SOURCE MATERIAL |
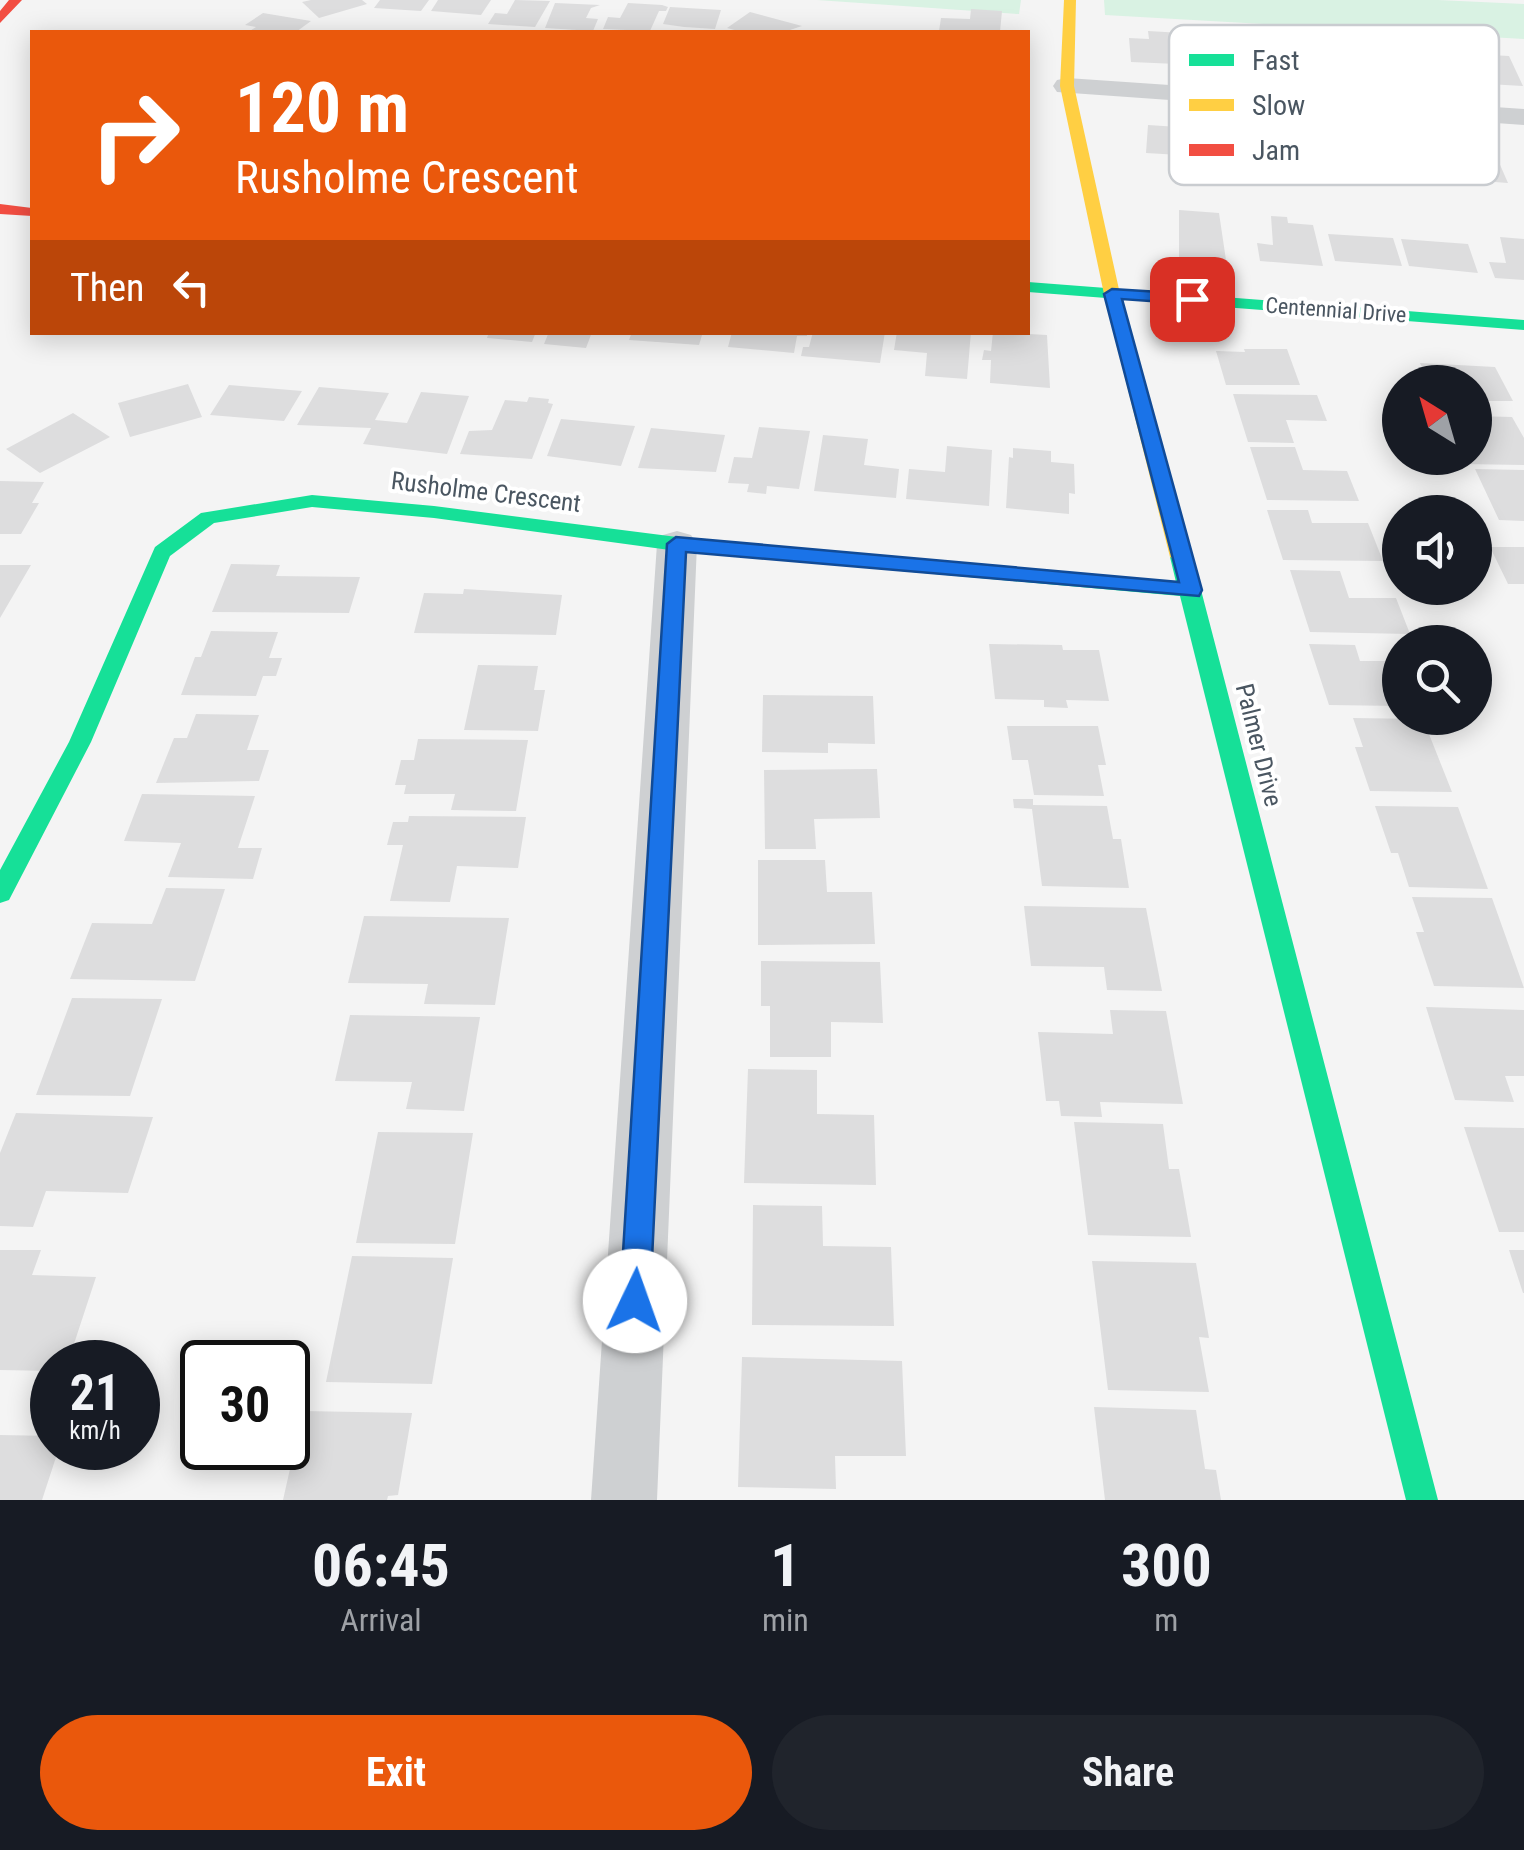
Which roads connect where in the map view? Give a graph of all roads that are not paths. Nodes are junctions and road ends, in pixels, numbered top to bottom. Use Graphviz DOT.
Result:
graph roads {
  1 [pos="16,0"];
  2 [pos="1070,0"];
  3 [pos="0,19"];
  4 [pos="1068,86"];
  5 [pos="1169,93"];
  6 [pos="1499,114"];
  7 [pos="1524,116"];
  8 [pos="0,210"];
  9 [pos="30,212"];
  10 [pos="1030,287"];
  11 [pos="1112,294"];
  12 [pos="1524,325"];
  13 [pos="676,544"];
  14 [pos="1191,590"];
  15 [pos="0,894"];
  16 [pos="624,1500"];
  17 [pos="1422,1500"];
  1 -- 3 [label="street"];
  2 -- 4 [label="street, Palmer Drive"];
  4 -- 5 [label="street"];
  4 -- 11 [label="street, Palmer Drive"];
  6 -- 7 [label="street"];
  8 -- 9 [label="street"];
  10 -- 11 [label="street, Centennial Drive"];
  11 -- 12 [label="street, Centennial Drive"];
  11 -- 14 [label="street, Palmer Drive"];
  13 -- 14 [label="street, Rusholme Crescent"];
  13 -- 15 [label="street, Rusholme Crescent"];
  13 -- 16 [label="street"];
  14 -- 17 [label="street, Palmer Drive"];
}
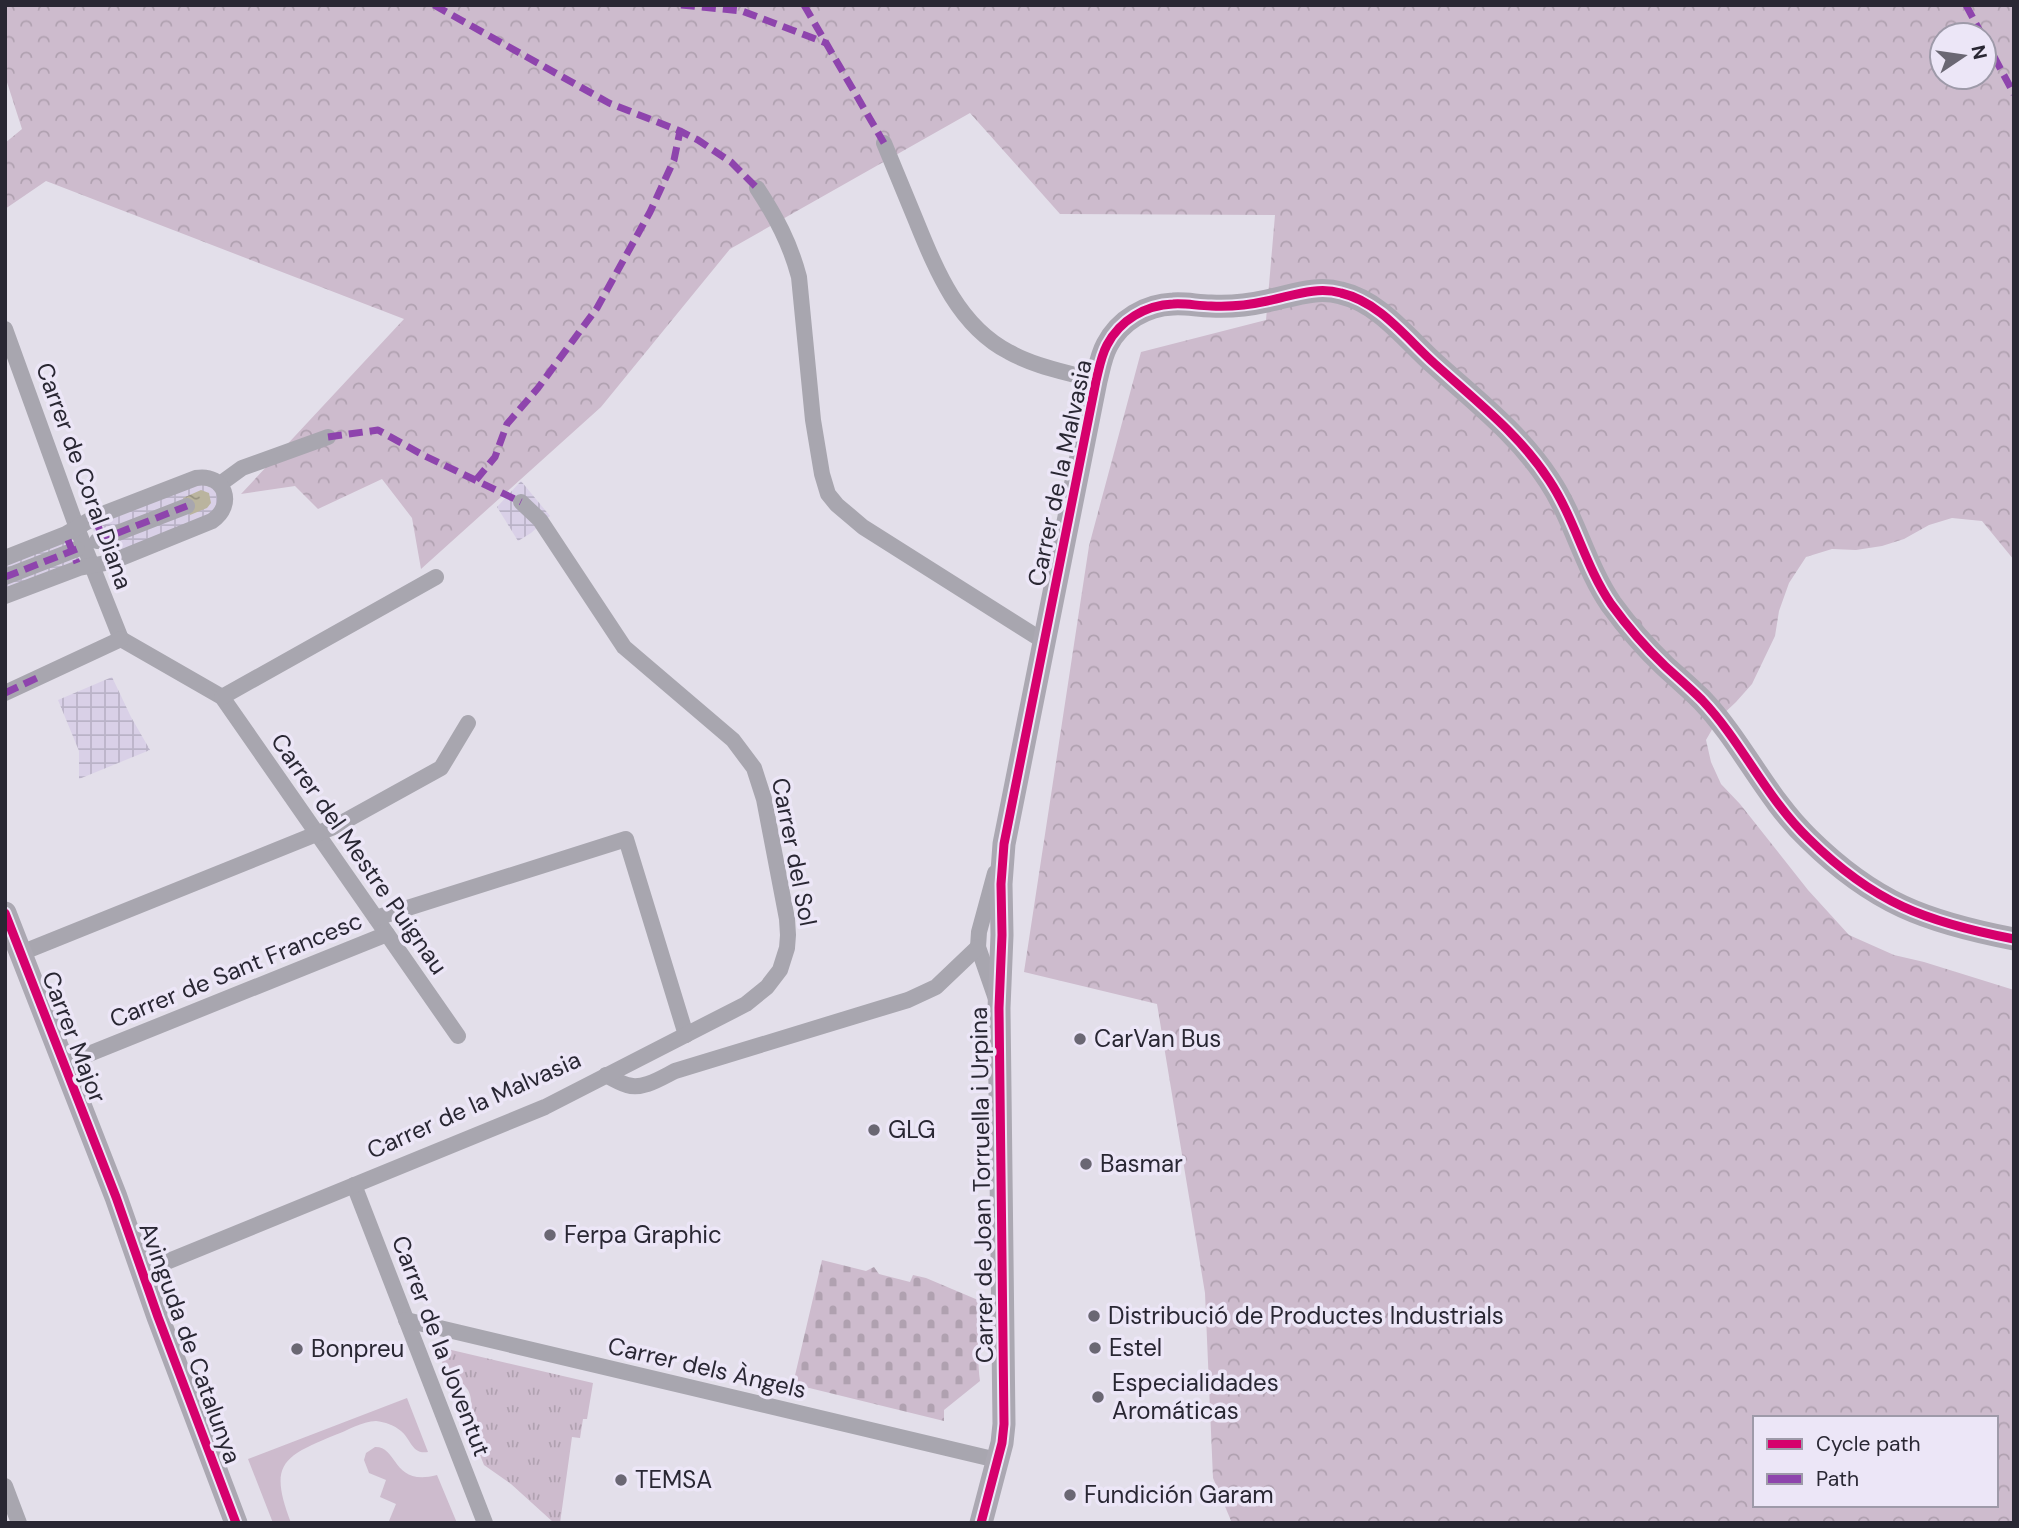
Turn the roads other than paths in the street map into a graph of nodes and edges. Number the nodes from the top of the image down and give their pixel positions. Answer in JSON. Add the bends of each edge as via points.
{"nodes":[{"id":1,"x":884,"y":143,"type":"dead end"},
{"id":2,"x":757,"y":188,"type":"dead end"},
{"id":3,"x":5,"y":329,"type":"edge"},
{"id":4,"x":1096,"y":381,"type":"junction"},
{"id":5,"x":328,"y":437,"type":"dead end"},
{"id":6,"x":220,"y":484,"type":"junction"},
{"id":7,"x":521,"y":502,"type":"dead end"},
{"id":8,"x":187,"y":506,"type":"dead end"},
{"id":9,"x":77,"y":549,"type":"junction"},
{"id":10,"x":109,"y":556,"type":"dead end"},
{"id":11,"x":5,"y":558,"type":"edge"},
{"id":12,"x":5,"y":577,"type":"edge"},
{"id":13,"x":436,"y":577,"type":"dead end"},
{"id":14,"x":5,"y":596,"type":"edge"},
{"id":15,"x":121,"y":639,"type":"junction"},
{"id":16,"x":1045,"y":642,"type":"junction"},
{"id":17,"x":5,"y":693,"type":"edge"},
{"id":18,"x":222,"y":697,"type":"junction"},
{"id":19,"x":468,"y":723,"type":"dead end"},
{"id":20,"x":319,"y":833,"type":"junction"},
{"id":21,"x":1004,"y":844,"type":"junction"},
{"id":22,"x":5,"y":914,"type":"edge"},
{"id":23,"x":376,"y":918,"type":"junction"},
{"id":24,"x":387,"y":934,"type":"junction"},
{"id":25,"x":2014,"y":939,"type":"edge"},
{"id":26,"x":978,"y":947,"type":"junction"},
{"id":27,"x":21,"y":953,"type":"junction"},
{"id":28,"x":999,"y":1008,"type":"junction"},
{"id":29,"x":686,"y":1035,"type":"junction"},
{"id":30,"x":458,"y":1036,"type":"dead end"},
{"id":31,"x":64,"y":1064,"type":"junction"},
{"id":32,"x":606,"y":1075,"type":"junction"},
{"id":33,"x":108,"y":1175,"type":"joint"},
{"id":34,"x":354,"y":1185,"type":"junction"},
{"id":35,"x":142,"y":1272,"type":"junction"},
{"id":36,"x":406,"y":1320,"type":"junction"},
{"id":37,"x":998,"y":1460,"type":"junction"},
{"id":38,"x":5,"y":1486,"type":"edge"},
{"id":39,"x":19,"y":1523,"type":"edge"},
{"id":40,"x":236,"y":1523,"type":"edge"},
{"id":41,"x":485,"y":1523,"type":"edge"},
{"id":42,"x":981,"y":1523,"type":"edge"}],
"edges":[{"from":1,"to":4,"type":"street","via":[[933,263],[963,314],[1009,353]]},
{"from":2,"to":16,"type":"street","via":[[784,233],[799,277],[813,420],[828,494],[863,527]]},
{"from":3,"to":9,"type":"street","name":"Carrer de Coral Diana"},
{"from":4,"to":16,"type":"street","name":"Carrer de la Malvasia"},
{"from":4,"to":25,"type":"street","name":"Carrer de la Malvasia","via":[[1107,345],[1117,330],[1156,306],[1231,306],[1318,290],[1357,298],[1400,330],[1534,458],[1565,508],[1592,571],[1628,628],[1702,699],[1783,811],[1830,860],[1881,897],[1913,913]]},
{"from":5,"to":6,"type":"street","via":[[242,468]]},
{"from":6,"to":9,"type":"street","via":[[209,477],[196,478],[95,517]]},
{"from":6,"to":9,"type":"street","via":[[225,506],[212,521],[111,562]]},
{"from":7,"to":29,"type":"street","name":"Carrer del Sol","via":[[540,520],[624,647],[733,740],[761,783],[788,919],[784,959],[760,995]]},
{"from":8,"to":10,"type":"street","via":[[99,535]]},
{"from":9,"to":11,"type":"street","via":[[66,534]]},
{"from":9,"to":12,"type":"street"},
{"from":9,"to":14,"type":"street","via":[[79,568]]},
{"from":9,"to":15,"type":"street","name":"Carrer de Coral Diana"},
{"from":13,"to":18,"type":"street"},
{"from":15,"to":17,"type":"street"},
{"from":15,"to":18,"type":"street"},
{"from":16,"to":21,"type":"street","name":"Carrer de la Malvasia"},
{"from":18,"to":20,"type":"street","name":"Carrer del Mestre Puignau"},
{"from":19,"to":20,"type":"street","via":[[441,768]]},
{"from":20,"to":23,"type":"street","name":"Carrer del Mestre Puignau"},
{"from":20,"to":27,"type":"street"},
{"from":21,"to":26,"type":"street","name":"Carrer de la Malvasia","via":[[983,912]]},
{"from":21,"to":28,"type":"street","name":"Carrer de Joan Torruella i Urpina"},
{"from":22,"to":27,"type":"street","name":"Carrer Major"},
{"from":23,"to":24,"type":"street","name":"Carrer del Mestre Puignau"},
{"from":23,"to":29,"type":"street","name":"Carrer de Sant Francesc","via":[[626,839]]},
{"from":24,"to":30,"type":"street","name":"Carrer del Mestre Puignau"},
{"from":24,"to":31,"type":"street","name":"Carrer de Sant Francesc"},
{"from":26,"to":28,"type":"street","name":"Carrer de la Malvasia"},
{"from":26,"to":32,"type":"street","name":"Carrer de la Malvasia","via":[[936,987],[908,1000],[675,1071],[640,1086]]},
{"from":27,"to":31,"type":"street","name":"Carrer Major"},
{"from":28,"to":37,"type":"street","name":"Carrer de Joan Torruella i Urpina","via":[[1004,1424]]},
{"from":29,"to":32,"type":"street","name":"Carrer del Sol"},
{"from":31,"to":33,"type":"street","name":"Carrer Major"},
{"from":32,"to":34,"type":"street","name":"Carrer de la Malvasia","via":[[545,1107]]},
{"from":33,"to":35,"type":"street","name":"Avinguda de Catalunya"},
{"from":34,"to":35,"type":"street","name":"Carrer de la Malvasia"},
{"from":34,"to":36,"type":"street","name":"Carrer de la Joventut"},
{"from":35,"to":40,"type":"street","name":"Avinguda de Catalunya"},
{"from":36,"to":37,"type":"street","name":"Carrer dels Àngels"},
{"from":36,"to":41,"type":"street","name":"Carrer de la Joventut"},
{"from":37,"to":42,"type":"street","name":"Carrer de Joan Torruella i Urpina"},
{"from":38,"to":39,"type":"street"}]}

WHAT TO PRODUCE |
How many lines in the records hold the string "Sant"? The number alone is the answer.

WRITTEN ANSWER |
2